Dr. King tried to bring America together via the politics of moral suasion—adherence to not only what is right, but what is just; justice being the standard for all that is right (not the other way around).

What some think is right isn't always just, but what is just is always right. Dr. King understood that— America didn't. Thirty-eight years after his death—20 years of celebrating “the message of America 's Prince of Peace”, leader of the non-violent social revolution whose life ended so violently, we are still grappling with issues of social injustice and economic inequality. And we're still waiting to get to “the Promised Land” that Dr. King prophesized we would reach without him. He forecasted that the resistance to social change in America might outlast his life span. But not even he could have forecasted that such resistance would outlast his legacy.

The legacy of Dr. King has become so twisted that more White Republican conservatives spout “I Have A Dream” and “We Must Be Judged, Not By The Color of Our Skin But, By The Content of Our Character” than socially conscious Blacks seeking to realize the achievement of Dr. King's “Promised Land.”

King “reasoning” has become King “rhetoric” as social engineering used his name, likeness, intellect and legacy to shift the social construct toward race neutrality and away from social justice. By using “King-isms” to deflect the same arguments for racial and social equality Dr. King made in his last two books, “Why We Can't Wait” and “Where Do We Go from Here: Chaos or Community?” (two books I read during “King week” to not get caught up in all the “dream talk”), America was able to stop Dr. King's revolution of conscience right in its tracks. They took our focus off achieving equality, or reaching a promised land, and put it on celebrating a holiday—that suggests that they too believe in Dr. King's “dream” of a colorblind society. Yet, colorblindness has become barrier to talk about what made the King phenomenon: racial inequality and social injustice. The desire to be a “colorblind society” discontinued the discourse on race in America .

Without being able to talk about race, you couldn't talk about racial disparities, thus you couldn't address racial inequities. While we may profess to believe in the doctrine of Dr. King, we have all become consciously ignorant about the King legacy and what it stood for.

Dr. King spent the last years of his life constructing an intellectual basis for which future generations would interpret his mission and his messages. He was not ignorant to the fact that if he, himself, did not craft the meaning of his life and his work, that it would be left to historical revisionists to tell and it would be a whole lot different than it actually was.

Great men understand that they can never leave it to history to tell their story—that they must tell their own story. When you read the two aforementioned books, you quickly recognize what Dr. King was doing. Both books are rare, and extremely hard to find—even in reprint—but you can find all kind of “dream” books that romanticize him and his message.

He didn't talk about any dreams in the last years of his life.

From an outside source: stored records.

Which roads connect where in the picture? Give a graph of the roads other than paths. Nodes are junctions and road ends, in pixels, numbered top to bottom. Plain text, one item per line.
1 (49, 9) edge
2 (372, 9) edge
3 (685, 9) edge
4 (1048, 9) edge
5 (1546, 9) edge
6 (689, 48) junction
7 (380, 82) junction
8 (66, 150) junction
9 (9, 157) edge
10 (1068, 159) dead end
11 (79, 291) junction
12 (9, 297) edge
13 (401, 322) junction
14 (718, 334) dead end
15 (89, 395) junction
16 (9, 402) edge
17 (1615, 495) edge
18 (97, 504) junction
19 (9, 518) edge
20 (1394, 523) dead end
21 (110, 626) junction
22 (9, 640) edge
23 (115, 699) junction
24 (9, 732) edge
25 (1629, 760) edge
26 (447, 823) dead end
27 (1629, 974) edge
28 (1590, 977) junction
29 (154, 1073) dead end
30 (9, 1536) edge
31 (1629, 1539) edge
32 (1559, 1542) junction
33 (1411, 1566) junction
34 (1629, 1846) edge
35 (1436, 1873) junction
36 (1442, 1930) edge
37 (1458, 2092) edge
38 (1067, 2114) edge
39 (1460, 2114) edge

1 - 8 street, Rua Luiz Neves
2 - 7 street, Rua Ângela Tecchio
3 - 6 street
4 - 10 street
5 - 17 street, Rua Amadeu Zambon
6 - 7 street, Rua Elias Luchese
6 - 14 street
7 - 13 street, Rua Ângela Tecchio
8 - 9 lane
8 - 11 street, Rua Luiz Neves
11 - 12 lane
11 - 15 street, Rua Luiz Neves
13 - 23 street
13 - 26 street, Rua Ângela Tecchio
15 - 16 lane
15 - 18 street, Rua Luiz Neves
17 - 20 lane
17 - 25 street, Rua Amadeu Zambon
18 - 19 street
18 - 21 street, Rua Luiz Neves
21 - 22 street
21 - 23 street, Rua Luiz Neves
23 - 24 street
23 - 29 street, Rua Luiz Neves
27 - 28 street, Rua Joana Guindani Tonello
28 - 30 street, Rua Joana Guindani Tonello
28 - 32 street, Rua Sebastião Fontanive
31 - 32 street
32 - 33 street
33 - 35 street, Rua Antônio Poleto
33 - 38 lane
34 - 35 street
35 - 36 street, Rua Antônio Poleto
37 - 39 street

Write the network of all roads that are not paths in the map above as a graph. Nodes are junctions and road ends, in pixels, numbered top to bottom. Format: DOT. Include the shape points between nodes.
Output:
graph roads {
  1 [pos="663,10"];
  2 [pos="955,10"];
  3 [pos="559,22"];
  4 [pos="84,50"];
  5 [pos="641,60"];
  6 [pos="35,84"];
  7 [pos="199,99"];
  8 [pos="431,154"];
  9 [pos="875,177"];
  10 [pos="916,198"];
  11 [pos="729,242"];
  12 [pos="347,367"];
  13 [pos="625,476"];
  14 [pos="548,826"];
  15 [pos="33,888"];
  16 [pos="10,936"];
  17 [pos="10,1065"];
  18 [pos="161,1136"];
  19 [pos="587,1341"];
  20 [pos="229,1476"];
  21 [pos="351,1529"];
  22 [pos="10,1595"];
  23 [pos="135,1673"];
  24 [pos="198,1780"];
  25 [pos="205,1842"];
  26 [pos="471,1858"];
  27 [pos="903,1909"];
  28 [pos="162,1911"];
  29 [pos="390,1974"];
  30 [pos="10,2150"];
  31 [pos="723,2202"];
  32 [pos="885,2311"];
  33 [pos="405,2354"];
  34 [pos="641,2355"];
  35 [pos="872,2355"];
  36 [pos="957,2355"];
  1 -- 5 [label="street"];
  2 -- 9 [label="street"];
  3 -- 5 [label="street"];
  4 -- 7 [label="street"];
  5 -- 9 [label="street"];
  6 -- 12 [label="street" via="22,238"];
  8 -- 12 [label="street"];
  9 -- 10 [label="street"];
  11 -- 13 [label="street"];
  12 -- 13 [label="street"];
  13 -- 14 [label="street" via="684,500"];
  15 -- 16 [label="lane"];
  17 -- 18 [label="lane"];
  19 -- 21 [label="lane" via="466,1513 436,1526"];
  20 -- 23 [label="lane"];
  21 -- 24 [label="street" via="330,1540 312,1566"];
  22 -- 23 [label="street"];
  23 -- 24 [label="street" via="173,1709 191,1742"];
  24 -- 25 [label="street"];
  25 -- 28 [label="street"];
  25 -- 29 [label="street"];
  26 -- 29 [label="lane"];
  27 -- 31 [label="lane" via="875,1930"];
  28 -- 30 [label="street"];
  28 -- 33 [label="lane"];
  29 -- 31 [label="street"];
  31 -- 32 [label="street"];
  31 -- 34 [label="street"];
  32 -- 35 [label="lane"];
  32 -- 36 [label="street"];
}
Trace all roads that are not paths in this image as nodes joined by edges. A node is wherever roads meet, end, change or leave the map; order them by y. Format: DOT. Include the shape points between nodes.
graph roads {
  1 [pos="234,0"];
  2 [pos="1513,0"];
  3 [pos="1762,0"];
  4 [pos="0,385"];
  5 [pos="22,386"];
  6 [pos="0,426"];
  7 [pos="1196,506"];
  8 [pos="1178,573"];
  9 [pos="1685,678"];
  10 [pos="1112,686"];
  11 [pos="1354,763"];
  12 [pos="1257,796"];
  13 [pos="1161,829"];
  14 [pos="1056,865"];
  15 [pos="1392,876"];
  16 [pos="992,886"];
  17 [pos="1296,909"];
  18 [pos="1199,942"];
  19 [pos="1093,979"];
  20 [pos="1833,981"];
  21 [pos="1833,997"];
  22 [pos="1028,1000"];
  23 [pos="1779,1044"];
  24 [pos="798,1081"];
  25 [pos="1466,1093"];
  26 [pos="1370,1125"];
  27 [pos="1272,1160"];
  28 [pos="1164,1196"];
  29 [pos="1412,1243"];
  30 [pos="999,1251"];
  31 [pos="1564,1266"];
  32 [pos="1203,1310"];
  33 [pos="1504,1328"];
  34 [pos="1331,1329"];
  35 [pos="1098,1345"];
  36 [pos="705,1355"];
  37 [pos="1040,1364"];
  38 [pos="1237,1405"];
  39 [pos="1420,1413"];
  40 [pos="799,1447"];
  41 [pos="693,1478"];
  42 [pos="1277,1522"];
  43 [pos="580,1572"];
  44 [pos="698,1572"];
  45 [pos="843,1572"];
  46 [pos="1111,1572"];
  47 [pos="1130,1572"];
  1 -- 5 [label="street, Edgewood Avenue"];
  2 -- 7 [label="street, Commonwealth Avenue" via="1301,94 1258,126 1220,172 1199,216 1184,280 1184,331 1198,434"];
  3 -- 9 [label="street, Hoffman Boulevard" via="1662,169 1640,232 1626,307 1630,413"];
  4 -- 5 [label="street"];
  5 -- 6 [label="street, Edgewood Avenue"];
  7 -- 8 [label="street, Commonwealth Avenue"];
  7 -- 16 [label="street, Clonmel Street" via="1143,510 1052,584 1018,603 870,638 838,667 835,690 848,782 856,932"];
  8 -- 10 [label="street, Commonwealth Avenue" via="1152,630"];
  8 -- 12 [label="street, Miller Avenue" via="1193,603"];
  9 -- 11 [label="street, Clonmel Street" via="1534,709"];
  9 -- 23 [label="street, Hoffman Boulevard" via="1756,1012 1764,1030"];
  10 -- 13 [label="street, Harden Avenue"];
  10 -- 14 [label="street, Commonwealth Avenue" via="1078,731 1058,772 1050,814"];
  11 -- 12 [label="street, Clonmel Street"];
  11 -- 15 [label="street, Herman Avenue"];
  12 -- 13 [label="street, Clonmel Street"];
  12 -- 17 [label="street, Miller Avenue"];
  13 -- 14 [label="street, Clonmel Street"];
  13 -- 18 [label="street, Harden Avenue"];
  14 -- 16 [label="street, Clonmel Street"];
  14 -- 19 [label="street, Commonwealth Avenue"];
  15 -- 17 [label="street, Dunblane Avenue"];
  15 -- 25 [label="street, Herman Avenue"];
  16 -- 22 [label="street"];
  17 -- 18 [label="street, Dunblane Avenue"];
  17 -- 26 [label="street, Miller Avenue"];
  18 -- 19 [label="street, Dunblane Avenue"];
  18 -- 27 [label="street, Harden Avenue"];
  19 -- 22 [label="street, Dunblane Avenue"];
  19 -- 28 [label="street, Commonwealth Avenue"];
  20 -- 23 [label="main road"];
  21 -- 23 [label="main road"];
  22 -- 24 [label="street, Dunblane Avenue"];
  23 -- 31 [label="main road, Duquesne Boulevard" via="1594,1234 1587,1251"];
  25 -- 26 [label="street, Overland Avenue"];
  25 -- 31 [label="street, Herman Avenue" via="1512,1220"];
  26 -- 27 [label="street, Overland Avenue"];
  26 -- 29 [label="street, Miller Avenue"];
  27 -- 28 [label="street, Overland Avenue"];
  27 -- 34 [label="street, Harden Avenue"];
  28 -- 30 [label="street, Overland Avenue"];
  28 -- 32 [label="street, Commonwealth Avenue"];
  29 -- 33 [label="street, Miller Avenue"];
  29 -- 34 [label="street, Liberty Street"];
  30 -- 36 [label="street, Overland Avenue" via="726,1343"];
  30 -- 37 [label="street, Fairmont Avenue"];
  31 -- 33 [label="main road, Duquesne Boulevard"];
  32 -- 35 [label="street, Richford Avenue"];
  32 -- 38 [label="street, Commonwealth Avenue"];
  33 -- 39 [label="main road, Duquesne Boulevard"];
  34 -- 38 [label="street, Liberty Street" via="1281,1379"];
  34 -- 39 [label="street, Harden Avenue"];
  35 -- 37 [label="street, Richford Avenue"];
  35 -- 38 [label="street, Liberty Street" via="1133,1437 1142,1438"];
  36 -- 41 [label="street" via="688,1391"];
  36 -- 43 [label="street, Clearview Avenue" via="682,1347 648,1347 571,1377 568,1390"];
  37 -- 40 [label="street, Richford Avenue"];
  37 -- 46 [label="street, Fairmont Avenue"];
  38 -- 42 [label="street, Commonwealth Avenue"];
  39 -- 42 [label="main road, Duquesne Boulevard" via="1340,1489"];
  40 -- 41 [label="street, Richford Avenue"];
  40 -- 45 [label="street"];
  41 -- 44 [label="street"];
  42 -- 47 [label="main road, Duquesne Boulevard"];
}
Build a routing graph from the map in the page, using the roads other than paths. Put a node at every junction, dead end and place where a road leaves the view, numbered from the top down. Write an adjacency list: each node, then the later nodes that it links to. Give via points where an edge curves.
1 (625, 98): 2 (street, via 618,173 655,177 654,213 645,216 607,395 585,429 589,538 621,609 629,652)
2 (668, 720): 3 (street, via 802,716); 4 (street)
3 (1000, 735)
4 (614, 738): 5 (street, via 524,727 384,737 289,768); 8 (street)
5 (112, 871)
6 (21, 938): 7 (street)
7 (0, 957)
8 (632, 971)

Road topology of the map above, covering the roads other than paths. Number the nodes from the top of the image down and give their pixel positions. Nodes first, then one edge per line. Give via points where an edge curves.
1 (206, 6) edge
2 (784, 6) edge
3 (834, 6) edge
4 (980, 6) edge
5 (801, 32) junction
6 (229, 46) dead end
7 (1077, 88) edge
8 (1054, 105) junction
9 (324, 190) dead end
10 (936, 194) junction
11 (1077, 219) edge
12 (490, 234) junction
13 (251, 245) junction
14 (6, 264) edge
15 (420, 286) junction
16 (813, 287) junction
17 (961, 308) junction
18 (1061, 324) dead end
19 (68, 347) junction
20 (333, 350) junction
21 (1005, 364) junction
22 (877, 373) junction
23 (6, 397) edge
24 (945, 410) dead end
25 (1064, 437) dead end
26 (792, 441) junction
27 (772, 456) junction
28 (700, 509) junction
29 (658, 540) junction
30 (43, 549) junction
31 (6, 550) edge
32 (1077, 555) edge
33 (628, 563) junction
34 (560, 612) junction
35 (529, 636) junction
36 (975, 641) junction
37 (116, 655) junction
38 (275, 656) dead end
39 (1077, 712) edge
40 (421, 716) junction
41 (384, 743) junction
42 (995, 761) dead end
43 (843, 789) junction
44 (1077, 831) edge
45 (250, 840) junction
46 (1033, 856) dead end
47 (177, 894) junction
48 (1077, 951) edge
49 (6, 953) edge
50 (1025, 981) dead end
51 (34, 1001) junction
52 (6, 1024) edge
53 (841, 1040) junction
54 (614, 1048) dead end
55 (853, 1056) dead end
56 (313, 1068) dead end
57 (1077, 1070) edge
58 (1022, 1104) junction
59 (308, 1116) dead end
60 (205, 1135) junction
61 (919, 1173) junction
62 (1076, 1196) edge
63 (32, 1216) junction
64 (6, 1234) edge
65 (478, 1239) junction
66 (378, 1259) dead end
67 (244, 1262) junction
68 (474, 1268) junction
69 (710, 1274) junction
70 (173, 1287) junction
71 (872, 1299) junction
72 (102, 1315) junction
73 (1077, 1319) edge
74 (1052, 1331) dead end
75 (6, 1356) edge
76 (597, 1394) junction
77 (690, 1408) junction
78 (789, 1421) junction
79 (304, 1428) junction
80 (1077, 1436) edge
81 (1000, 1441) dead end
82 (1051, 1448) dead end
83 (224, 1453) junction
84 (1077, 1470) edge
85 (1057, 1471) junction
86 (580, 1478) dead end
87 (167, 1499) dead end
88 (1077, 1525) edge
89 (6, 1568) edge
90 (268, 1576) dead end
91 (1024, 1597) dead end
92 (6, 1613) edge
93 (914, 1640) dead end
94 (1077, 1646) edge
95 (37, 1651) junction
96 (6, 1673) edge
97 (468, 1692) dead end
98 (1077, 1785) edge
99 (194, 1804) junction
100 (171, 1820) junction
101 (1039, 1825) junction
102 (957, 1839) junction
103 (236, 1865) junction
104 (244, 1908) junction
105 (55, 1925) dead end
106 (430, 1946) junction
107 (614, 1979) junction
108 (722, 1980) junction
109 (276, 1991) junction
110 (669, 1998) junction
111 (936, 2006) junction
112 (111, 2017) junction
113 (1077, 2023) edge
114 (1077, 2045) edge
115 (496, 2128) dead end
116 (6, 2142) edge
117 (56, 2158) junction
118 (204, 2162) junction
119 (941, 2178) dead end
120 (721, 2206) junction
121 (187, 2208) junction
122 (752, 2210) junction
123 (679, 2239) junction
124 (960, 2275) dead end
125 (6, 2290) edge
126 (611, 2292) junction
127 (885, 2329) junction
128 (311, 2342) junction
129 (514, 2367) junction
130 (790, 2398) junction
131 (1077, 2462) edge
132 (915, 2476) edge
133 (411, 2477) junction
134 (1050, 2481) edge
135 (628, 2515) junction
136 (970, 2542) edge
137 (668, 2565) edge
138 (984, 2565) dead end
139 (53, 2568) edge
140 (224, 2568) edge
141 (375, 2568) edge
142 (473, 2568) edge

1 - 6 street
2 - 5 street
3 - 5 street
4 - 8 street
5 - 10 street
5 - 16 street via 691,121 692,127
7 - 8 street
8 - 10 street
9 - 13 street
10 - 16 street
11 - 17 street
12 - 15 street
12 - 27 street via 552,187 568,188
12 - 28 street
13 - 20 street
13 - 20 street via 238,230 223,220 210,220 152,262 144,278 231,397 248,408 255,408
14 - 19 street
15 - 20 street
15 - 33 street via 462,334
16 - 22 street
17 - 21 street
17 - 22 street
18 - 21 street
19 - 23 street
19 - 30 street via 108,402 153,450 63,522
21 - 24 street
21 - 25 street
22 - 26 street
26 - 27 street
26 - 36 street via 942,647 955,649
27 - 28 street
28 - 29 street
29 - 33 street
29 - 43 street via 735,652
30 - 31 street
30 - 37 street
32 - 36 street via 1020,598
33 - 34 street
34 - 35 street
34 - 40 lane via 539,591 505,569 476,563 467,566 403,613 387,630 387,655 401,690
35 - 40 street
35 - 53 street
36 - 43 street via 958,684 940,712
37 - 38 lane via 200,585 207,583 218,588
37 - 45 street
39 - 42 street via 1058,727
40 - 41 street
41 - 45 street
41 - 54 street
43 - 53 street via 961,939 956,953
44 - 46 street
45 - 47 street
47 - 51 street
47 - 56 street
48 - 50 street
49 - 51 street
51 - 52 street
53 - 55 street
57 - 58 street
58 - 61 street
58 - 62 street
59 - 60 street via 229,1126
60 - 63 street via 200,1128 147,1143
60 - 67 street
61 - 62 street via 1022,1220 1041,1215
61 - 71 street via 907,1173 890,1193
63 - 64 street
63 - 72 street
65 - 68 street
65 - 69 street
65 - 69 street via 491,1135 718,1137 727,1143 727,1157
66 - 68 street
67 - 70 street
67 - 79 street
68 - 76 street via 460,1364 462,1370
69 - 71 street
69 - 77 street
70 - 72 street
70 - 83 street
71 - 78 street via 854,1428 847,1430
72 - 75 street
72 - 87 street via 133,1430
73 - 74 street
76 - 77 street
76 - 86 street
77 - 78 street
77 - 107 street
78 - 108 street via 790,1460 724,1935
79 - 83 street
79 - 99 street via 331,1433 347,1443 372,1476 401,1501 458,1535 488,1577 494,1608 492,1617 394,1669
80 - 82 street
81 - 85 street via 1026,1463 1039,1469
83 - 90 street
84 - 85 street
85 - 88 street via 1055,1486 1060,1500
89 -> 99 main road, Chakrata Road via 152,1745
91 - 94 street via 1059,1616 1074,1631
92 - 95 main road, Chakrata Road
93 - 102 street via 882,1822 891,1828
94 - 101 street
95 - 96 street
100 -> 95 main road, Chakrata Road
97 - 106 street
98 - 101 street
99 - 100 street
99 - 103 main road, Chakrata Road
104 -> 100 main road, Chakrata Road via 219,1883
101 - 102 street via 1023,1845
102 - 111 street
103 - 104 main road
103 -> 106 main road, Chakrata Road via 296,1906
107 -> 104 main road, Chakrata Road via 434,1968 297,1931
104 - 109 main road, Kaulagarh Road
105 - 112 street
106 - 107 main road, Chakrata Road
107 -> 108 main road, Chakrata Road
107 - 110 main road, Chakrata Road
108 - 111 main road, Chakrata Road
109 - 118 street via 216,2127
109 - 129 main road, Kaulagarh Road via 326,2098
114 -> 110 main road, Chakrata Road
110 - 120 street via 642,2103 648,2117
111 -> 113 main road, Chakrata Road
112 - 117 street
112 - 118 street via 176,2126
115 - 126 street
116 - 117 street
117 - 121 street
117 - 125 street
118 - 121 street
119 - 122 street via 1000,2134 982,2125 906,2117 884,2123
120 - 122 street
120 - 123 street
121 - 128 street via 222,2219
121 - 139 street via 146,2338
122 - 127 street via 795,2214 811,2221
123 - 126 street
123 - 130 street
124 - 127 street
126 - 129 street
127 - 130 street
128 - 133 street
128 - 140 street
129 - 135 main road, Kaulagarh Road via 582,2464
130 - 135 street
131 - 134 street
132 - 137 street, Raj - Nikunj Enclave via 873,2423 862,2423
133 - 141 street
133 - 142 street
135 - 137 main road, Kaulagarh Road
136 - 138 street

He talked about realities, and the principle reality (even doubts) of equality and social justice ever coming about in America because of the ignorance of the (Black and White) masses and the stupidity of the racially twisted ideas of supremacist ideology in circles of power throughout the institutions and social systems of America . He recognized the danger in trying to bring about a revolution of conscience in America , and resigned himself to America not getting where it needed to be, a land honoring promise of equality, before they got to him. But he had enough faith to believe that we, as a people, would get there—with or without him—if we believed, and continued to be faithful in the struggle for equality. Instead, we settled for a holiday, and time has almost stood still.

There are no limits to the depths Black America has fallen, is falling, and will continue to fall, without the courage to fight for better than what America has given it. Dr. Martin Luther King Jr. said it best, “Nothing in the world is more dangerous than sincere ignorance and conscientious stupidity.”